その後も丹波先生は、小笠原先輩の思い出を色々と語ってくれました。やがて用意していた質問も尽き、船井先輩が〆に入ります。
「では最後に、小笠原くんへのメッセージをお願いしてもいいですか?」
「分かったわ」
丹波先生がこほんと小さく咳払いをしました。それから安木先輩の構えているカメラと向き合います。
「小笠原くん、結婚おめでとう」
波の音のような、しわがれた柔らかい声が、わたしの耳をくすぐりました。
「あなたと過ごした日々は本当に大変だったけれど、本当に楽しかった。今あなたと一緒にいる人たちも、きっと同じように感じていると思います。これからもあなたらしく駆け抜けてください。あなたが最後まであなたで在り続けることを、先生は期待しています」
撮影終了。船井先輩がお礼を言い、安木先輩がハンディカムを切ります。一仕事終えた達成感が場に満ちる中、丹波先生がわたしに話しかけてきました。
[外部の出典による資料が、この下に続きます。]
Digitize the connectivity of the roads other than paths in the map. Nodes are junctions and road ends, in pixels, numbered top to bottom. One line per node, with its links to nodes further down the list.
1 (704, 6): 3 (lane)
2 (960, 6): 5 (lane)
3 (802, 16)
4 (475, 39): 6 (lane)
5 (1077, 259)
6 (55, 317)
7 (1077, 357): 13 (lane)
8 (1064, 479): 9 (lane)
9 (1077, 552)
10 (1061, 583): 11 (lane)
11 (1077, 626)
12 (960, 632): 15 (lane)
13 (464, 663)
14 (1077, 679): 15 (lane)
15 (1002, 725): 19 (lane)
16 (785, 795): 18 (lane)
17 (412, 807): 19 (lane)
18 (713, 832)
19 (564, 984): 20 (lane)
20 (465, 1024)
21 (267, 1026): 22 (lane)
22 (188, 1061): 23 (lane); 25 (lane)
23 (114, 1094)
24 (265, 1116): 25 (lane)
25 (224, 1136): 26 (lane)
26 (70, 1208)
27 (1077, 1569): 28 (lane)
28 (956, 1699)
「ねえ、あなたが小笠原くんのお嫁さんでいいのよね?」
お嫁さん。聞き慣れない響きに耳たぶが熱くなります。
「そうです」
「じゃあ、あの子に伝言をお願い。私もすぐ逝くって伝えてちょうだい」
返事の言葉が出てきませんでした。丹波先生が自分の胸に手を当てます。
「あと一年ですって」
詳細を語らずとも、何を言いたいかはすぐに分かりました。
「もちろん見立ては見立てだから、私の方が先に逝くこともあるかもしれない。でも向こうで会えることは間違いない。それがほんの僅かでもあの子の支えになってくれるなら嬉しいの。こんなおばあちゃんでもそれが分かった時は辛くて、世の中を恨みたくもなったけれど、少しは意味があったんだなと思えるわ」
丹波先生の表情は、今までと同じように穏やかでした。こういう話をしている時にそういう顔ができる人を、わたしは一人だけ知っています。小笠原先輩です。丹波先生を撮影相手に選んでよかった。改めて、思います。
だけど――
「すいません。それは伝えられません」
わたしは頭を下げました。そして上げ直し、丹波先生の目をじっと見つめます。
「結婚式が終わったら、今度は夫婦で会いに来ます。その時に丹波先生の口から直接お話ししてください」
丹波先生が乾いた唇が、ふわりとほころびました。
「分かったわ」
二人目の撮影相手は、小笠原先輩の高校時代の男友達、鴨志田さんです。
高二の時にクラスメイトとして出会ってからずっとつるんでいて、俊樹くんも話したことはありませんが見かけたことはあるそうです。今回は、小笠原先輩の過去を探っている時に見せてもらったインスタグラムのアカウントを通じて、連絡を取らせて頂きました。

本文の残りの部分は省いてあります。